- [What the task asks]: Copy each line from the entries that the word "road" appears in.

- [Given data]:
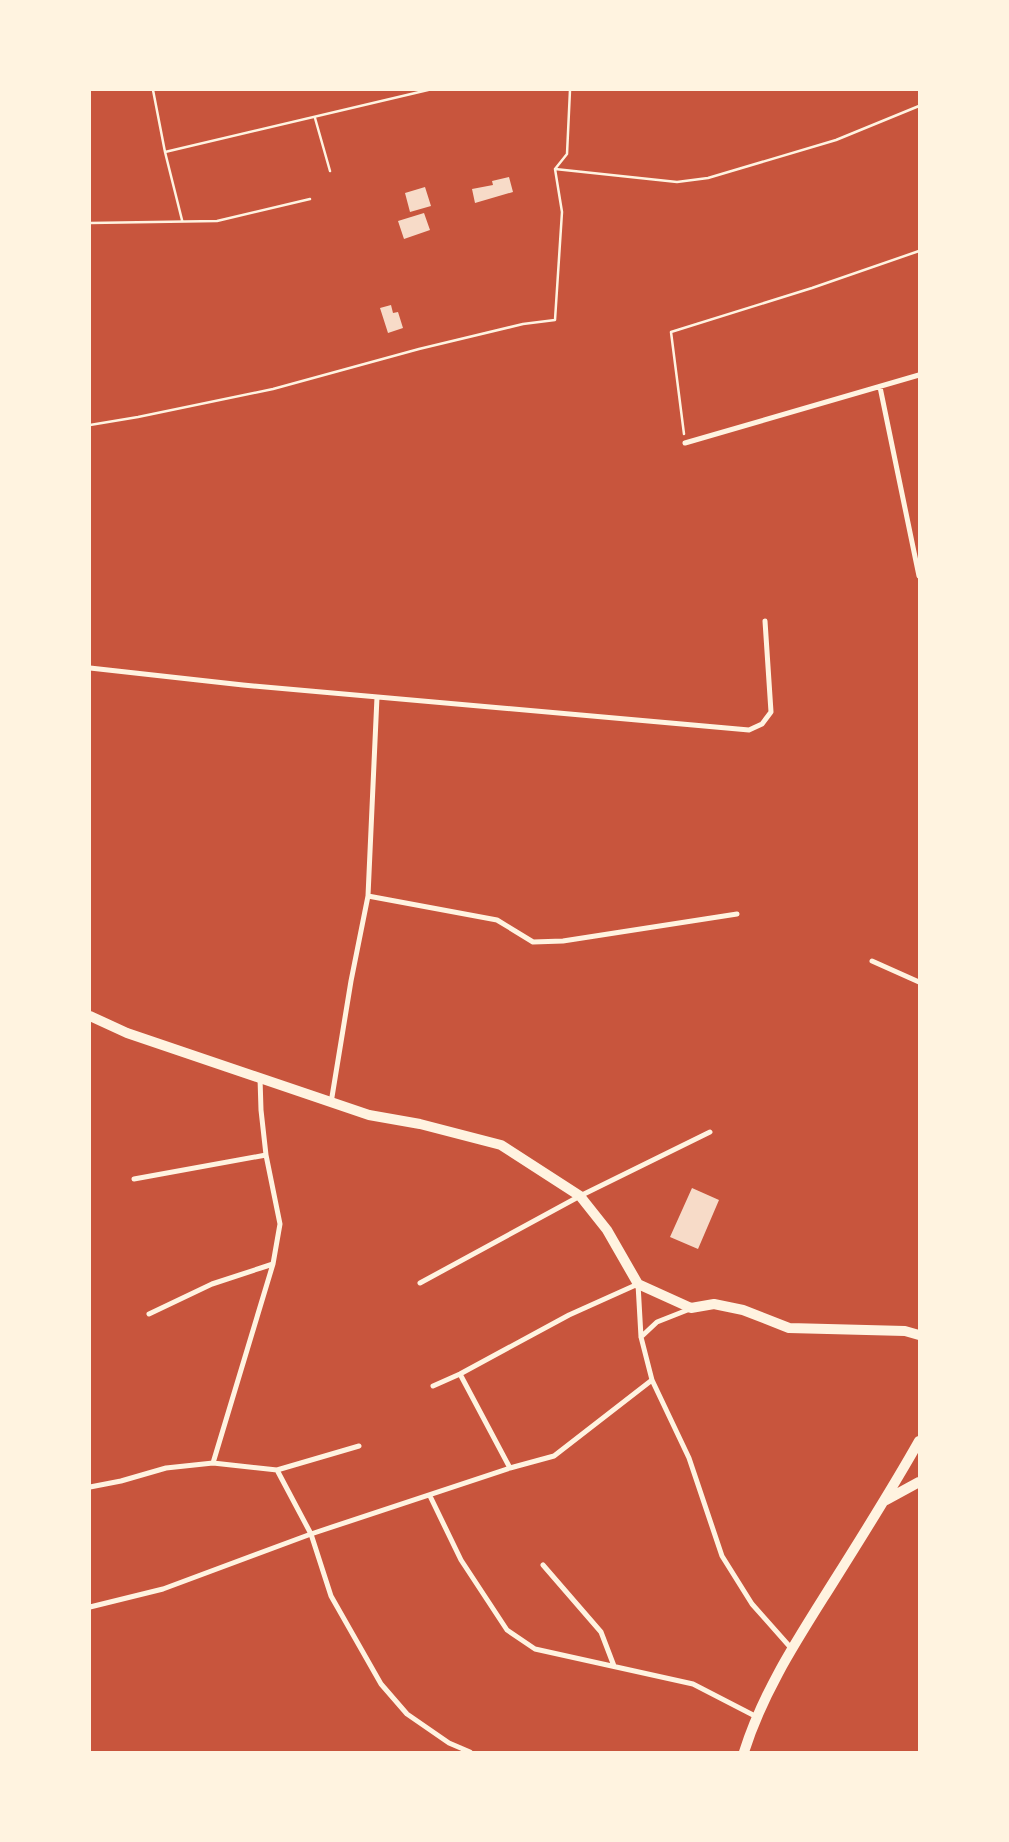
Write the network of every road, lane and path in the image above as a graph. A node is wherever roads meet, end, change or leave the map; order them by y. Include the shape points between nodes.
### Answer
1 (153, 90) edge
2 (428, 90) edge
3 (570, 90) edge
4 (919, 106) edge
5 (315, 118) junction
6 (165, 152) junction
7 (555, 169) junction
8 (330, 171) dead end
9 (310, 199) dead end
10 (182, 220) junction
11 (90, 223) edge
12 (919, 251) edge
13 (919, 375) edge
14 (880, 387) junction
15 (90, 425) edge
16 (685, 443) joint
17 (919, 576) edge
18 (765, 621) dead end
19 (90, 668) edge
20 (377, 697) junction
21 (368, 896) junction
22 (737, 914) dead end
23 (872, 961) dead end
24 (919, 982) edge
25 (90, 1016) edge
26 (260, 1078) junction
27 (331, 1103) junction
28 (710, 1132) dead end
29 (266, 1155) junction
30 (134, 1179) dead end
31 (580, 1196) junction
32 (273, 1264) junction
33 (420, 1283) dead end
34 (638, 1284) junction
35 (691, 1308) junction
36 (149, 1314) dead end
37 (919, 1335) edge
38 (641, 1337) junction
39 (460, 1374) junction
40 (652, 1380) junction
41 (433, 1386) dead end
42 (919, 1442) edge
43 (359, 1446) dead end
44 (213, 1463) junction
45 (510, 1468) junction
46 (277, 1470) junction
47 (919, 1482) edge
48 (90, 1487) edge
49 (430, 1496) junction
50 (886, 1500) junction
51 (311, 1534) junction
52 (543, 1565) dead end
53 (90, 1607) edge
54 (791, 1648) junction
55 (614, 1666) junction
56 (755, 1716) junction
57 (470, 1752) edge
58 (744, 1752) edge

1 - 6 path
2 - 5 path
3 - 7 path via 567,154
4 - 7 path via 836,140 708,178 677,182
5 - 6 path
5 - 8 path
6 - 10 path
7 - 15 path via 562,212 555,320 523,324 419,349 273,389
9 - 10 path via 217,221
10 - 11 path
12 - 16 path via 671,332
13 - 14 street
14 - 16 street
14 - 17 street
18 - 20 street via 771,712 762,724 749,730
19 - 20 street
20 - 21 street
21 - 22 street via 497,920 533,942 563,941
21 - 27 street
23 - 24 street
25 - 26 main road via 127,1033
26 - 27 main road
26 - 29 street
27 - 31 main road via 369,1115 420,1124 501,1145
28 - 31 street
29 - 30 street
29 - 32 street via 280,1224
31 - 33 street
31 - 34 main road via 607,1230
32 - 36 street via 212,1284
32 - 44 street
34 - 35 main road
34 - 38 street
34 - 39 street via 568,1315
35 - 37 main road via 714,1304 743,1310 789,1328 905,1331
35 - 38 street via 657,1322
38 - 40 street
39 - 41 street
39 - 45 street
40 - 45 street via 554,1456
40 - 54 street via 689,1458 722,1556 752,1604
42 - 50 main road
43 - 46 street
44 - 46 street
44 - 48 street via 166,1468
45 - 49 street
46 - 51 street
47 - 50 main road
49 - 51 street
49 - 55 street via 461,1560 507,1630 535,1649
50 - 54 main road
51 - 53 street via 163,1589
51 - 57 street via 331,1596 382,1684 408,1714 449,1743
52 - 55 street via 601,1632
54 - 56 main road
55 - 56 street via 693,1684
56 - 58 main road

- [Final answer]:
Write the network of every road, lane and path in the image above as a graph. A node is wherever roads meet, end, change or leave the map; order them by y. Include the shape points between nodes.
25 - 26 main road via 127,1033
26 - 27 main road
27 - 31 main road via 369,1115 420,1124 501,1145
31 - 34 main road via 607,1230
34 - 35 main road
35 - 37 main road via 714,1304 743,1310 789,1328 905,1331
42 - 50 main road
47 - 50 main road
50 - 54 main road
54 - 56 main road
56 - 58 main road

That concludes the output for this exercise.